Exercise
Report, as a bare number, how many lines in the data contain "numbered".

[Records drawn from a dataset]
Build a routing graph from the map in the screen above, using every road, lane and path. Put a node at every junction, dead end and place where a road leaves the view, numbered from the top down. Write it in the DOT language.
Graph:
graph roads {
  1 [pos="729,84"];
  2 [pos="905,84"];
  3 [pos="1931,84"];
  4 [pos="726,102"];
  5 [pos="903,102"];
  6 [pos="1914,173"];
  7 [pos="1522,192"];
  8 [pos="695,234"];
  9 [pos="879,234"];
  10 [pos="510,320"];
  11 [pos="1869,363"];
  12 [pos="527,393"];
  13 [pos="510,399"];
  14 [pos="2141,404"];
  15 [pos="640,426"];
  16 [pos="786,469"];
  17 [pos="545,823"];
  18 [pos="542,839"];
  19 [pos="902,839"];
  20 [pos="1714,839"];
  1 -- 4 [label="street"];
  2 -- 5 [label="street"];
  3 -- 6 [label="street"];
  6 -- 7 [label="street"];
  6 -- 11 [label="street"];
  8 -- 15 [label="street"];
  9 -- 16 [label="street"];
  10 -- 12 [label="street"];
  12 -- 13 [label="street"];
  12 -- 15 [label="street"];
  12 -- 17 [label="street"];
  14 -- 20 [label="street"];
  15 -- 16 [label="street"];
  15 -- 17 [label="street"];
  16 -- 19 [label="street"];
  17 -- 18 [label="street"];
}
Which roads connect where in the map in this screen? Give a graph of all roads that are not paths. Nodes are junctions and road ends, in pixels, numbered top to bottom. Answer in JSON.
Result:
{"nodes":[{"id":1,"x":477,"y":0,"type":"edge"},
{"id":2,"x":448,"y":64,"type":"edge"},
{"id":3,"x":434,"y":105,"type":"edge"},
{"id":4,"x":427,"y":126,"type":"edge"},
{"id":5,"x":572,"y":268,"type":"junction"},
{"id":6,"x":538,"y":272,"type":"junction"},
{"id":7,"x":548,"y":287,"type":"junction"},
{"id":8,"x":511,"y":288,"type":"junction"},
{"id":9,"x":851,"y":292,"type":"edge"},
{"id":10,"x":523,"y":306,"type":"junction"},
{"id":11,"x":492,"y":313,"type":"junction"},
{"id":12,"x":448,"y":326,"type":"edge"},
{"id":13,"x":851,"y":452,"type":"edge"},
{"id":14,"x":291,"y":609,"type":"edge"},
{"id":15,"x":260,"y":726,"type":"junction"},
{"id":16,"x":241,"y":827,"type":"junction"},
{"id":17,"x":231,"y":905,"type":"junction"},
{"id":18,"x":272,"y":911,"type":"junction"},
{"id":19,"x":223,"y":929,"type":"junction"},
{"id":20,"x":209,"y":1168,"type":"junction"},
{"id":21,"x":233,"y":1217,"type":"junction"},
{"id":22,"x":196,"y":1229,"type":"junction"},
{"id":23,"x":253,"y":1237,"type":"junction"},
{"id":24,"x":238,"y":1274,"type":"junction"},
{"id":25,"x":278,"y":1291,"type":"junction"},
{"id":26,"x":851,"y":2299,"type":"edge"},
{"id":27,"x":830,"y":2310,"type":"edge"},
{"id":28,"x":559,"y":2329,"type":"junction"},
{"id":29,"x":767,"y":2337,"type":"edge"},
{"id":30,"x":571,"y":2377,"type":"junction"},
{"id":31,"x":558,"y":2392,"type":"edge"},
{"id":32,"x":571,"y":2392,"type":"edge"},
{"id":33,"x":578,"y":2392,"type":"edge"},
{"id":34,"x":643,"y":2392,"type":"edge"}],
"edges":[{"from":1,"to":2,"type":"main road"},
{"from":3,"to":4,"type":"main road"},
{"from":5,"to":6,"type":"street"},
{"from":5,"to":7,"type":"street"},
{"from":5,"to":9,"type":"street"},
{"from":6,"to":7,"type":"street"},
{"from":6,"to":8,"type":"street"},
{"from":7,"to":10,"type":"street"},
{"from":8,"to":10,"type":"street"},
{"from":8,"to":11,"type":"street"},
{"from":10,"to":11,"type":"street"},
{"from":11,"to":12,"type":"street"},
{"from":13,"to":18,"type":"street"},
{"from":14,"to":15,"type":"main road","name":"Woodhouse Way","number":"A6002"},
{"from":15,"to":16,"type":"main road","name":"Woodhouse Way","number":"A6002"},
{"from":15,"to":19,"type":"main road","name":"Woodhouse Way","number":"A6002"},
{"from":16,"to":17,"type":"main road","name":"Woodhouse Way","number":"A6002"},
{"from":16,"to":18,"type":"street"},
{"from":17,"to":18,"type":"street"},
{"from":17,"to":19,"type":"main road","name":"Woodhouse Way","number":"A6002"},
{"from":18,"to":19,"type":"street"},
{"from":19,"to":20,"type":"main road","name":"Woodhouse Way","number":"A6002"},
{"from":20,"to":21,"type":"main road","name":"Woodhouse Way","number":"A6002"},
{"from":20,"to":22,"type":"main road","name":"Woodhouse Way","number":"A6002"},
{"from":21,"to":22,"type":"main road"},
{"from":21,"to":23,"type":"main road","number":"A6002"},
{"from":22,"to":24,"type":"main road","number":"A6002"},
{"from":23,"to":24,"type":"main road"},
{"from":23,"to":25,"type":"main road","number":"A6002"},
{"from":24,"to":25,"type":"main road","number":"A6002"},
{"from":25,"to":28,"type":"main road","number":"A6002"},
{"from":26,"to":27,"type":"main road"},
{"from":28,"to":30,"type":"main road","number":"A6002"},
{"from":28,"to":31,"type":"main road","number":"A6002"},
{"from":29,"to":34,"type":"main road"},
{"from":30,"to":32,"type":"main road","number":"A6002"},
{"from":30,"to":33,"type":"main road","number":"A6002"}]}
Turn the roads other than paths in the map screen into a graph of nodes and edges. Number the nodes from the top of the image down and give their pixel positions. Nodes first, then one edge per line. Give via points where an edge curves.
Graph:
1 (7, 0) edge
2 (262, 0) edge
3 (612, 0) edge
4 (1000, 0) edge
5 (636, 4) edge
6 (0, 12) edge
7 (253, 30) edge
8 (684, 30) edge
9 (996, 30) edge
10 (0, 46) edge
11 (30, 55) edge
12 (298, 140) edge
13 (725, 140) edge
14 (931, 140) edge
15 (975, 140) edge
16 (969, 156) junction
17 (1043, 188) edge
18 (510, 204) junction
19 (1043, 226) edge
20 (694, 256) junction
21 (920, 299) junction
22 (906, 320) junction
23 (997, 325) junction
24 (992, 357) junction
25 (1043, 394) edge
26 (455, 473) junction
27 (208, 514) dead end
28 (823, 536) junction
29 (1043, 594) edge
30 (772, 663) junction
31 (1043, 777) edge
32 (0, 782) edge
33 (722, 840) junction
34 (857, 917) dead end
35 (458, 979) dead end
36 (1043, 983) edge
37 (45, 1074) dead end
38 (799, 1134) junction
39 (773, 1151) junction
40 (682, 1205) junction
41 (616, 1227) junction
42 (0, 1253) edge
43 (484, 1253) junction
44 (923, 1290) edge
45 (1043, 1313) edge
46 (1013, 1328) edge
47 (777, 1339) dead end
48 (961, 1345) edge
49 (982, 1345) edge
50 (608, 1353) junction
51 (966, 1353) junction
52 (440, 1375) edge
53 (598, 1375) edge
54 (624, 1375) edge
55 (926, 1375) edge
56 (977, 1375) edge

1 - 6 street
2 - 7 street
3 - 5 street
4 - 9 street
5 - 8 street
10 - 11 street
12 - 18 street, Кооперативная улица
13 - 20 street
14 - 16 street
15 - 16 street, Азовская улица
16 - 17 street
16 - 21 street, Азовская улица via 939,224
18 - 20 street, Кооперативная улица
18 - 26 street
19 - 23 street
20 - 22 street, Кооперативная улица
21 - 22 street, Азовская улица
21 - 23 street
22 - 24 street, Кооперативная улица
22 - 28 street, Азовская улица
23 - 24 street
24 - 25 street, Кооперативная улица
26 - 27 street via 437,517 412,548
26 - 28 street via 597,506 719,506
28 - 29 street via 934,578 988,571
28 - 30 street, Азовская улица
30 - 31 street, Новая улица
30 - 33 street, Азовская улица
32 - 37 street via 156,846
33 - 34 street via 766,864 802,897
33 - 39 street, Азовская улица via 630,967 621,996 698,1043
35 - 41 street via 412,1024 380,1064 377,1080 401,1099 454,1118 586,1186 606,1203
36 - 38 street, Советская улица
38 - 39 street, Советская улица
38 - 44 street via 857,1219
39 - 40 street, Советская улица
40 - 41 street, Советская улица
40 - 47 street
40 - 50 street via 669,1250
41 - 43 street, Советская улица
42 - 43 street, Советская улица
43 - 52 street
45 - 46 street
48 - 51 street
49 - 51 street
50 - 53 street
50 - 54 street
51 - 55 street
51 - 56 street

The completed task
2